Normalized AOPC: Fixing Misleading Faithfulness Metrics for Feature Attribution Explainability
Joakim Edin, Andreas Geert Motzfeldt, Casper L. Christensen, Tuukka Ruotsalo, Lars Maaløe, Maria Maistro
TL;DR
The paper argues that AOPC-based faithfulness scores are inherently model-dependent due to varying lower and upper AOPC limits across models and inputs, making cross-model comparisons unreliable. It introduces Normalized AOPC (NAOPC) with exact and beam-approximate variants to align these limits and enable meaningful cross-model evaluation of feature attribution methods.

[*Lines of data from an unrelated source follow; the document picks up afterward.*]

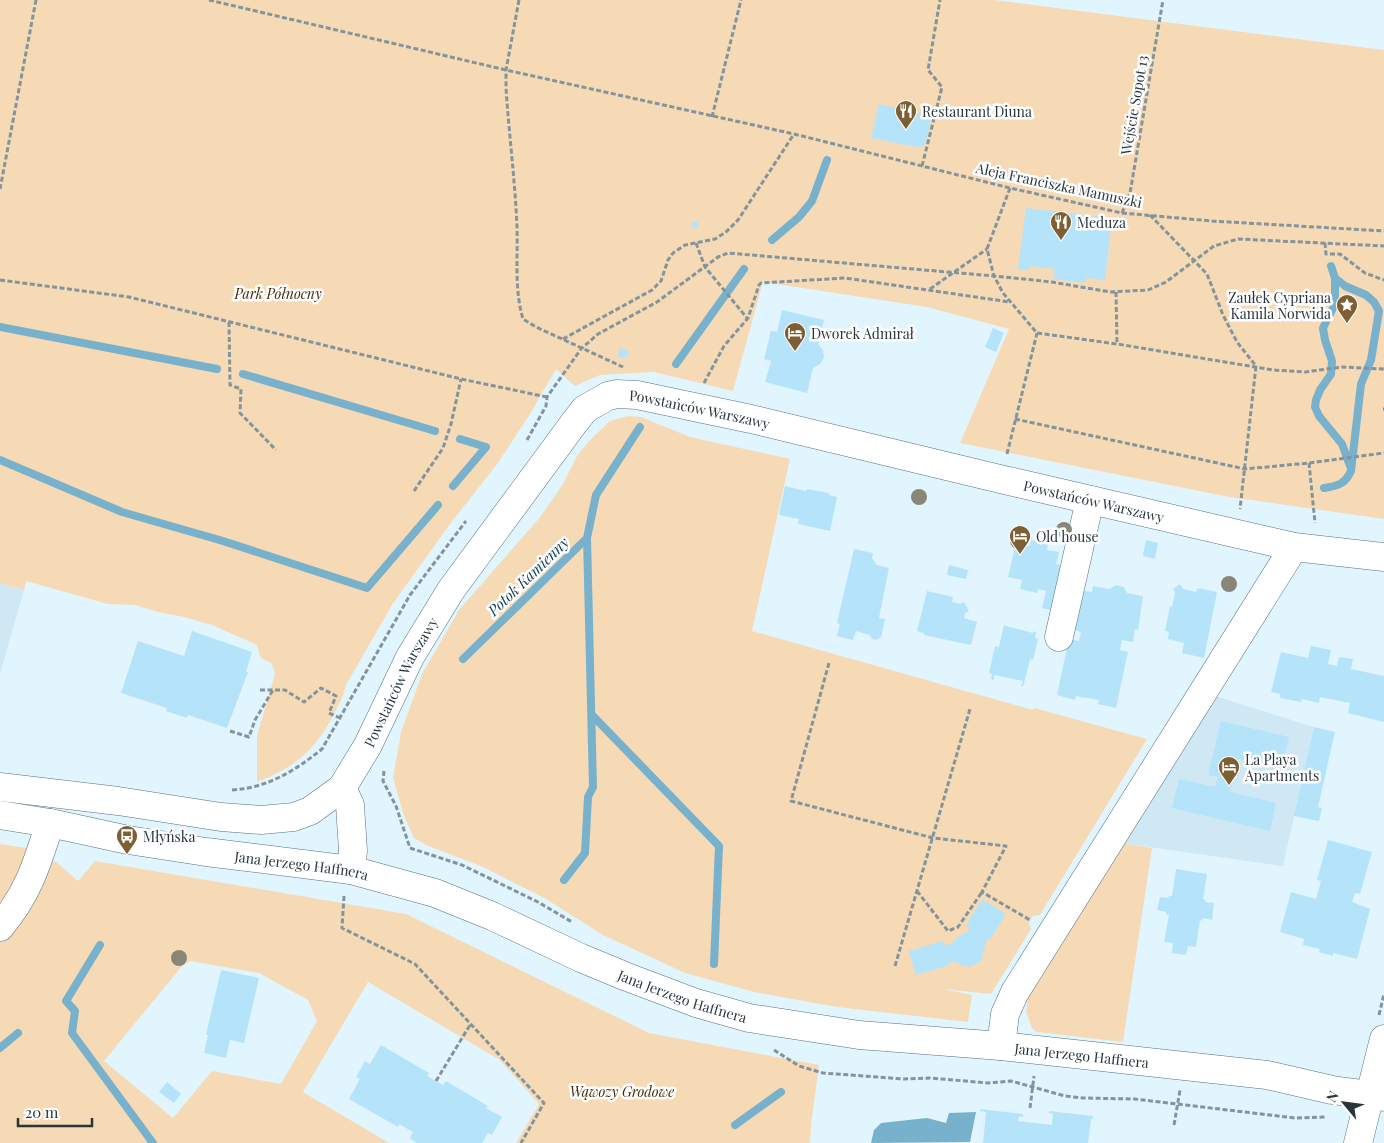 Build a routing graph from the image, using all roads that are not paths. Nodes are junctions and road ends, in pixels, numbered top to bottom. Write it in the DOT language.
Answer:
graph roads {
  1 [pos="1090,500"];
  2 [pos="1294,547"];
  3 [pos="1384,557"];
  4 [pos="1059,637"];
  5 [pos="0,787"];
  6 [pos="342,788"];
  7 [pos="0,815"];
  8 [pos="50,823"];
  9 [pos="348,881"];
  10 [pos="0,927"];
  11 [pos="1384,1039"];
  12 [pos="1001,1046"];
  13 [pos="1377,1096"];
  14 [pos="1361,1132"];
  1 -- 2 [label="street, Powstańców Warszawy"];
  1 -- 4 [label="street"];
  1 -- 6 [label="street, Powstańców Warszawy"];
  2 -- 3 [label="street, Powstańców Warszawy"];
  2 -- 12 [label="street"];
  5 -- 6 [label="street, Powstańców Warszawy"];
  6 -- 9 [label="street"];
  7 -- 8 [label="street, Jana Jerzego Haffnera"];
  8 -- 9 [label="street, Jana Jerzego Haffnera"];
  8 -- 10 [label="street"];
  9 -- 12 [label="street, Jana Jerzego Haffnera"];
  11 -- 13 [label="street"];
  12 -- 13 [label="street, Jana Jerzego Haffnera"];
  13 -- 14 [label="street"];
} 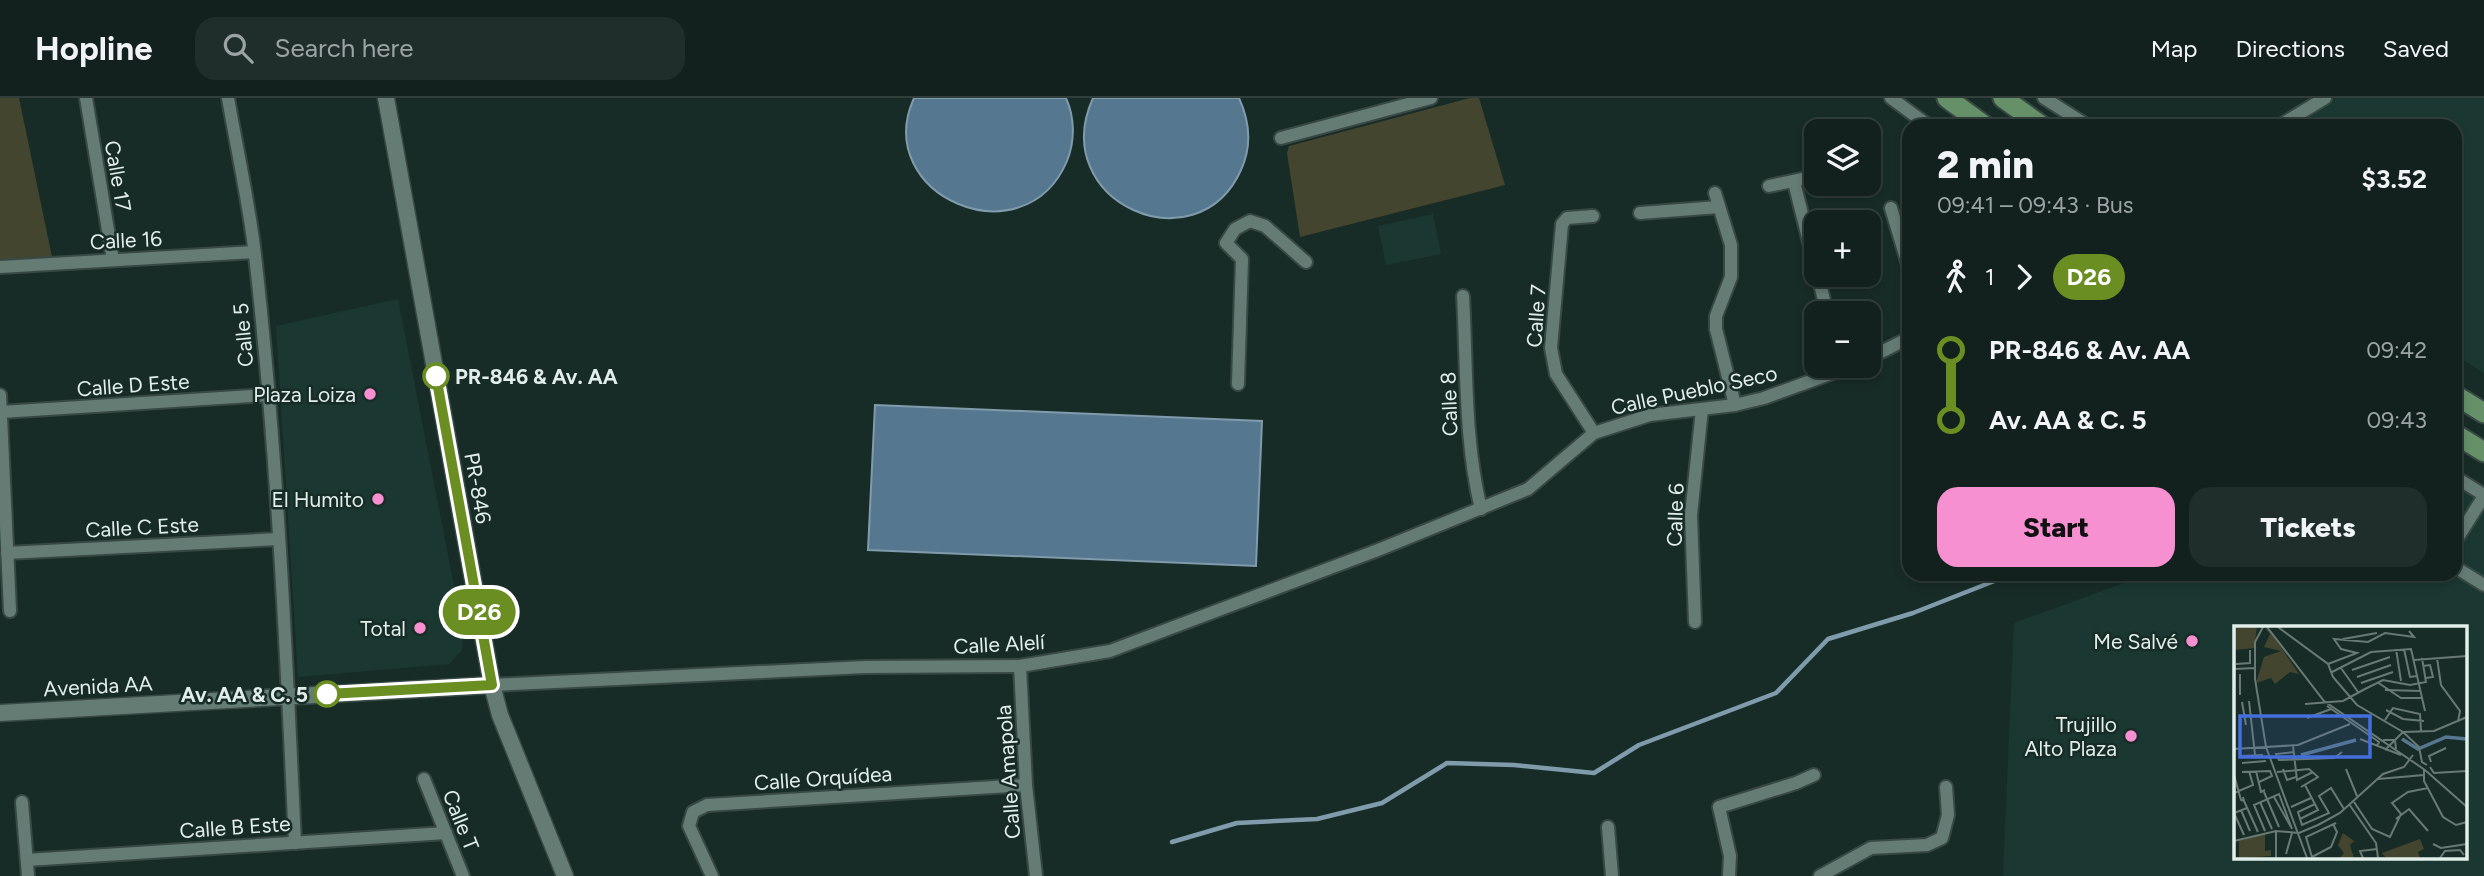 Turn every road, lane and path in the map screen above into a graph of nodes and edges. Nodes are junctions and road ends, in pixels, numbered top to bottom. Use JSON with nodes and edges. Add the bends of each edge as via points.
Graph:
{"nodes":[{"id":1,"x":86,"y":98,"type":"edge"},
{"id":2,"x":228,"y":98,"type":"edge"},
{"id":3,"x":387,"y":98,"type":"edge"},
{"id":4,"x":1431,"y":98,"type":"edge"},
{"id":5,"x":1891,"y":98,"type":"edge"},
{"id":6,"x":1947,"y":98,"type":"edge"},
{"id":7,"x":2003,"y":98,"type":"edge"},
{"id":8,"x":2044,"y":98,"type":"edge"},
{"id":9,"x":2326,"y":98,"type":"edge"},
{"id":10,"x":1920,"y":119,"type":"edge"},
{"id":11,"x":1976,"y":119,"type":"edge"},
{"id":12,"x":2032,"y":119,"type":"edge"},
{"id":13,"x":2077,"y":119,"type":"edge"},
{"id":14,"x":2291,"y":119,"type":"edge"},
{"id":15,"x":1281,"y":138,"type":"dead end"},
{"id":16,"x":1804,"y":179,"type":"edge"},
{"id":17,"x":1794,"y":182,"type":"junction"},
{"id":18,"x":1769,"y":186,"type":"dead end"},
{"id":19,"x":1891,"y":208,"type":"dead end"},
{"id":20,"x":1640,"y":213,"type":"dead end"},
{"id":21,"x":1593,"y":216,"type":"dead end"},
{"id":22,"x":1804,"y":221,"type":"edge"},
{"id":23,"x":1902,"y":245,"type":"edge"},
{"id":24,"x":254,"y":252,"type":"junction"},
{"id":25,"x":113,"y":260,"type":"junction"},
{"id":26,"x":1306,"y":262,"type":"dead end"},
{"id":27,"x":0,"y":267,"type":"edge"},
{"id":28,"x":1463,"y":296,"type":"dead end"},
{"id":29,"x":1902,"y":342,"type":"edge"},
{"id":30,"x":1881,"y":352,"type":"edge"},
{"id":31,"x":1816,"y":378,"type":"edge"},
{"id":32,"x":1238,"y":384,"type":"dead end"},
{"id":33,"x":0,"y":395,"type":"edge"},
{"id":34,"x":268,"y":395,"type":"junction"},
{"id":35,"x":2462,"y":399,"type":"edge"},
{"id":36,"x":1735,"y":405,"type":"junction"},
{"id":37,"x":1702,"y":409,"type":"junction"},
{"id":38,"x":1,"y":412,"type":"edge"},
{"id":39,"x":2484,"y":413,"type":"edge"},
{"id":40,"x":1594,"y":433,"type":"junction"},
{"id":41,"x":2462,"y":438,"type":"edge"},
{"id":42,"x":2484,"y":452,"type":"edge"},
{"id":43,"x":2462,"y":482,"type":"edge"},
{"id":44,"x":2484,"y":496,"type":"edge"},
{"id":45,"x":1481,"y":509,"type":"junction"},
{"id":46,"x":2462,"y":531,"type":"edge"},
{"id":47,"x":278,"y":539,"type":"junction"},
{"id":48,"x":8,"y":553,"type":"junction"},
{"id":49,"x":2462,"y":571,"type":"edge"},
{"id":50,"x":2484,"y":585,"type":"edge"},
{"id":51,"x":10,"y":611,"type":"dead end"},
{"id":52,"x":1695,"y":622,"type":"dead end"},
{"id":53,"x":1020,"y":666,"type":"junction"},
{"id":54,"x":492,"y":685,"type":"junction"},
{"id":55,"x":289,"y":696,"type":"junction"},
{"id":56,"x":0,"y":713,"type":"edge"},
{"id":57,"x":1814,"y":775,"type":"dead end"},
{"id":58,"x":424,"y":779,"type":"dead end"},
{"id":59,"x":1026,"y":785,"type":"junction"},
{"id":60,"x":1946,"y":787,"type":"dead end"},
{"id":61,"x":22,"y":802,"type":"dead end"},
{"id":62,"x":1608,"y":827,"type":"dead end"},
{"id":63,"x":446,"y":833,"type":"junction"},
{"id":64,"x":295,"y":843,"type":"junction"},
{"id":65,"x":27,"y":860,"type":"junction"},
{"id":66,"x":28,"y":876,"type":"edge"},
{"id":67,"x":463,"y":876,"type":"edge"},
{"id":68,"x":565,"y":876,"type":"edge"},
{"id":69,"x":712,"y":876,"type":"edge"},
{"id":70,"x":1037,"y":876,"type":"edge"},
{"id":71,"x":1612,"y":876,"type":"edge"},
{"id":72,"x":1729,"y":876,"type":"edge"},
{"id":73,"x":1820,"y":876,"type":"edge"}],
"edges":[{"from":1,"to":25,"type":"street","name":"Calle 17"},
{"from":2,"to":24,"type":"street","name":"Calle 5"},
{"from":3,"to":54,"type":"street","name":"PR-846","number":"PR-846"},
{"from":4,"to":15,"type":"street"},
{"from":5,"to":10,"type":"street"},
{"from":6,"to":11,"type":"main road"},
{"from":7,"to":12,"type":"main road"},
{"from":8,"to":13,"type":"street"},
{"from":9,"to":14,"type":"street"},
{"from":16,"to":17,"type":"street"},
{"from":17,"to":18,"type":"street"},
{"from":17,"to":22,"type":"street"},
{"from":19,"to":23,"type":"street"},
{"from":20,"to":36,"type":"street","via":[[1717,200],[1731,245],[1731,277],[1716,316],[1716,329]]},
{"from":21,"to":40,"type":"street","name":"Calle 7","via":[[1567,218],[1562,224],[1551,348],[1556,374]]},
{"from":24,"to":25,"type":"street","name":"Calle 16"},
{"from":24,"to":34,"type":"street","name":"Calle 5"},
{"from":25,"to":27,"type":"street","name":"Calle 16"},
{"from":26,"to":32,"type":"street","via":[[1265,226],[1250,221],[1235,229],[1226,243],[1242,259]]},
{"from":28,"to":45,"type":"street","name":"Calle 8","via":[[1470,447]]},
{"from":29,"to":30,"type":"street"},
{"from":31,"to":36,"type":"street","name":"Calle Pueblo Seco"},
{"from":33,"to":38,"type":"street"},
{"from":34,"to":38,"type":"street","name":"Calle D Este"},
{"from":34,"to":47,"type":"street","name":"Calle 5"},
{"from":35,"to":39,"type":"main road"},
{"from":36,"to":37,"type":"street","name":"Calle Pueblo Seco"},
{"from":37,"to":40,"type":"street","name":"Calle Pueblo Seco","via":[[1650,415]]},
{"from":37,"to":52,"type":"street","name":"Calle 6","via":[[1691,515]]},
{"from":38,"to":48,"type":"street"},
{"from":40,"to":45,"type":"street","name":"Calle Pueblo Seco","via":[[1528,489]]},
{"from":41,"to":42,"type":"main road"},
{"from":43,"to":44,"type":"street"},
{"from":44,"to":46,"type":"street"},
{"from":45,"to":53,"type":"street","name":"Calle Alelí","via":[[1110,651]]},
{"from":47,"to":48,"type":"street","name":"Calle C Este"},
{"from":47,"to":55,"type":"street","name":"Calle 5"},
{"from":48,"to":51,"type":"street"},
{"from":49,"to":50,"type":"street"},
{"from":53,"to":54,"type":"street","name":"Calle Alelí","via":[[865,667]]},
{"from":53,"to":59,"type":"street","name":"Calle Amapola"},
{"from":54,"to":55,"type":"street","name":"Avenida AA"},
{"from":54,"to":68,"type":"street","name":"PR-846","number":"PR-846"},
{"from":55,"to":56,"type":"street","name":"Avenida AA"},
{"from":55,"to":64,"type":"street","name":"Calle 5"},
{"from":57,"to":72,"type":"street","via":[[1719,807],[1730,856]]},
{"from":58,"to":63,"type":"street","name":"Calle T"},
{"from":59,"to":69,"type":"street","name":"Calle Orquídea","via":[[707,804],[693,812],[689,826]]},
{"from":59,"to":70,"type":"street","name":"Calle Amapola"},
{"from":60,"to":73,"type":"street","via":[[1948,815],[1942,838],[1927,845],[1871,848]]},
{"from":61,"to":65,"type":"street"},
{"from":62,"to":71,"type":"street"},
{"from":63,"to":64,"type":"street","name":"Calle B Este"},
{"from":63,"to":67,"type":"street","name":"Calle T"},
{"from":64,"to":65,"type":"street","name":"Calle B Este"},
{"from":65,"to":66,"type":"street"}]} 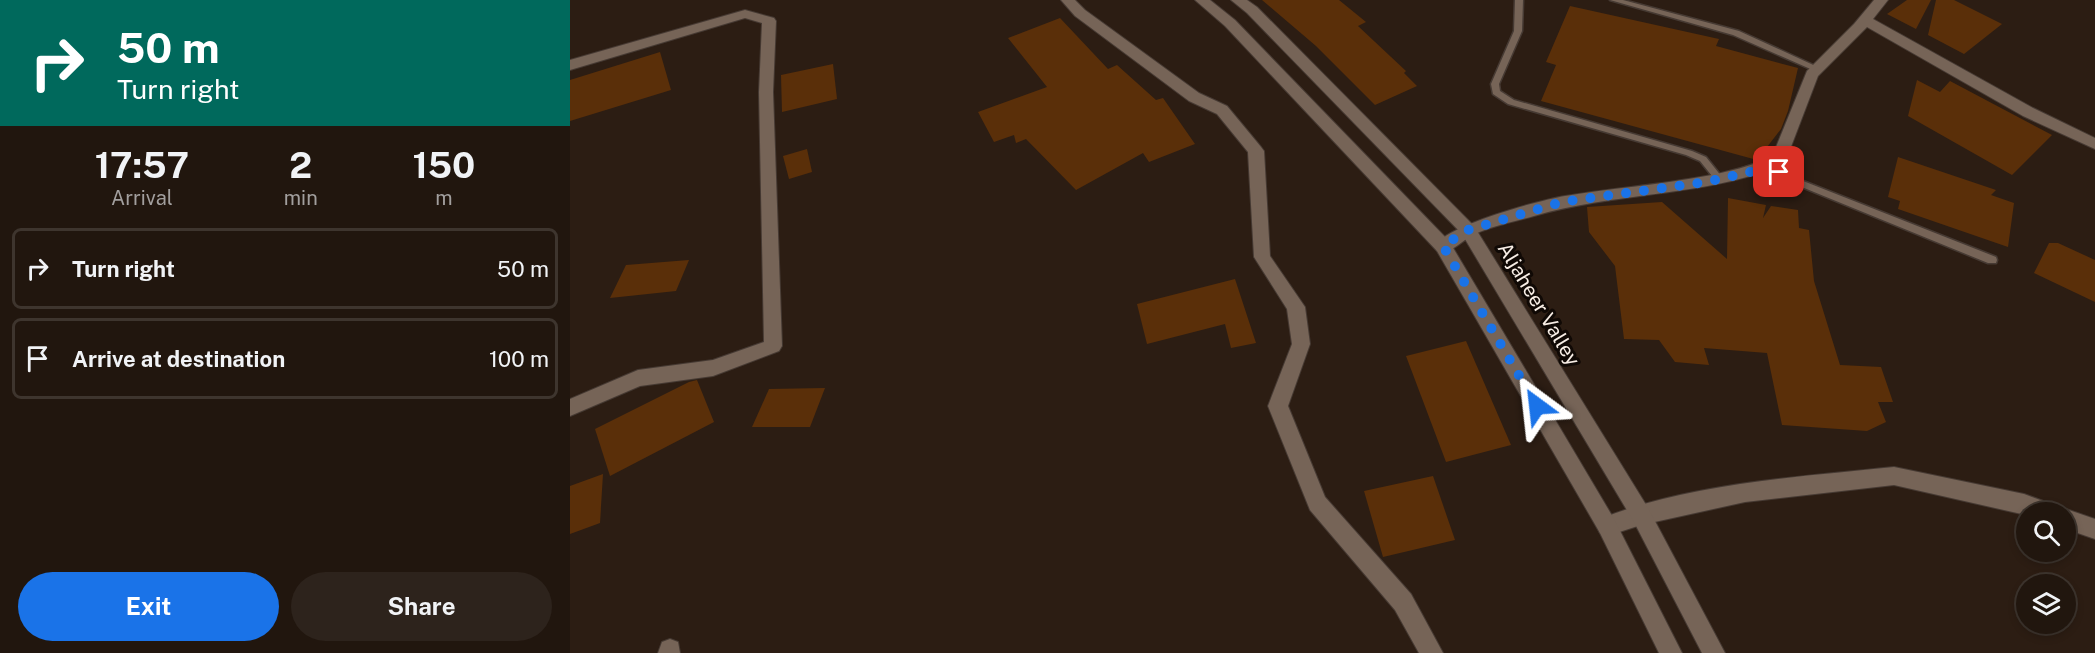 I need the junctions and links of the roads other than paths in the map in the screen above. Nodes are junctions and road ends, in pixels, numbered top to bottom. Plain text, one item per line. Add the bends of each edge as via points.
1 (1068, 0) edge
2 (1202, 0) edge
3 (1238, 0) edge
4 (1519, 0) edge
5 (1614, 0) edge
6 (1881, 0) edge
7 (1865, 20) junction
8 (570, 65) edge
9 (1818, 69) junction
10 (2095, 144) edge
11 (1767, 165) junction
12 (1719, 179) junction
13 (1468, 230) junction
14 (1443, 246) junction
15 (1992, 260) dead end
16 (570, 408) edge
17 (2016, 502) edge
18 (1641, 515) junction
19 (2076, 522) edge
20 (1607, 526) junction
21 (2095, 529) edge
22 (1432, 653) edge
23 (1671, 653) edge
24 (1714, 653) edge

1 - 22 street via 1194,97 1222,110 1256,151 1262,257 1296,307 1301,344 1278,406 1317,503 1403,602
2 - 14 street via 1230,23
3 - 13 street, Aljaheer Valley
4 - 12 lane via 1518,31 1495,84 1496,92 1511,102 1689,153 1703,159
5 - 9 lane via 1736,33
6 - 7 street
7 - 9 street
7 - 10 street via 2028,112
8 - 16 street via 745,14 769,21 766,92 773,346 713,369 638,378
9 - 11 street via 1812,74 1778,161
11 - 12 street
11 - 15 lane via 1790,179
12 - 13 street via 1562,202
13 - 14 street
13 - 18 street, Aljaheer Valley
14 - 20 street
17 - 18 street via 1894,476 1745,492
18 - 20 street
18 - 24 street, Aljaheer Valley
19 - 21 street
20 - 23 street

Empirical results across five datasets and multiple architectures show that NAOPC can substantially alter model rankings of faithfulness, challenging conclusions drawn from unnormalized AOPC. The authors provide two implementations (NAOPC_exact and NAOPC_beam), release a PyPI package, and discuss practical guidance on when normalization is necessary and how to manage computational costs.
Abstract
Deep neural network predictions are notoriously difficult to interpret. Feature attribution methods aim to explain these predictions by identifying the contribution of each input feature. Faithfulness, often evaluated using the area over the perturbation curve (AOPC), reflects feature attributions' accuracy in describing the internal mechanisms of deep neural networks. However, many studies rely on AOPC to compare faithfulness across different models, which we show can lead to false conclusions about models' faithfulness. Specifically, we find that AOPC is sensitive to variations in the model, resulting in unreliable cross-model comparisons. Moreover, AOPC scores are difficult to interpret in isolation without knowing the model-specific lower and upper limits. To address these issues, we propose a normalization approach, Normalized AOPC (NAOPC), enabling consistent cross-model evaluations and more meaningful interpretation of individual scores. Our experiments demonstrate that this normalization can radically change AOPC results, questioning the conclusions of earlier studies and offering a more robust framework for assessing feature attribution faithfulness. Our code is available at https://github.com/JoakimEdin/naopc.